En este contexto, el discurso del "envejecimiento activo" o la idea de seguir trabajando por gusto o vocación pierde fuerza frente a la realidad. Si bien existen casos de adultos mayores que eligen mantenerse en actividad por placer o para sentirse útiles, la gran mayoría lo hace porque no puede darse el lujo de dejar de hacerlo.
El deterioro del sistema previsional es parte central del problema. Diseñado para garantizar una vejez digna, hoy enfrenta un círculo vicioso: los haberes pierden poder adquisitivo frente a la inflación, los aportes de los trabajadores activos son insuficientes para sostener el sistema y las reformas prometidas por los gobiernos —siempre bajo el lema de la "sustentabilidad"— nunca logran revertir la tendencia.
A la precariedad estructural se suma la falta de políticas de inclusión laboral para mayores, lo que lleva a muchos a desempeñarse en condiciones informales o sin cobertura. La contracara de la longevidad y del avance en la esperanza de vida es, paradójicamente, una prolongación forzada de la etapa laboral.
Mientras tanto, los jubilados argentinos siguen levantándose temprano, viajando en transporte público, atendiendo mostradores, cuidando niños o haciendo changas para complementar sus ingresos.
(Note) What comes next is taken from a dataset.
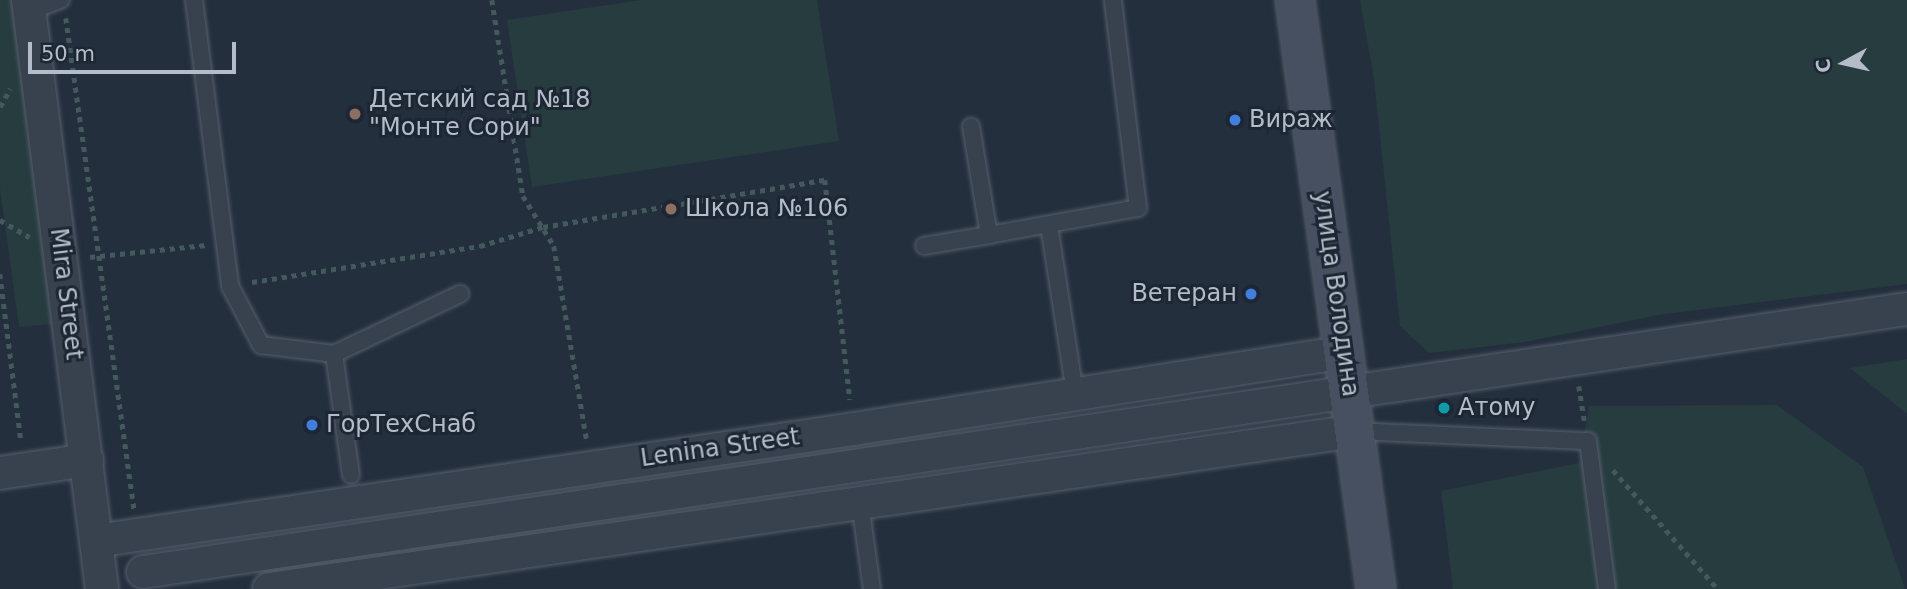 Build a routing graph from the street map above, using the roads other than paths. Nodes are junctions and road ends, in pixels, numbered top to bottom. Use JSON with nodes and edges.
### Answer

Lo hacen, en su mayoría, no por elección, sino por necesidad.
En la Argentina de hoy, jubilarse se parece demasiado a dejar de cobrar, pero no a dejar de trabajar. Y detrás de esa frase se esconde una de las postales más duras del país: la de quienes, tras una vida de esfuerzo, no encuentran descanso ni seguridad en el sistema que prometía protegerlos.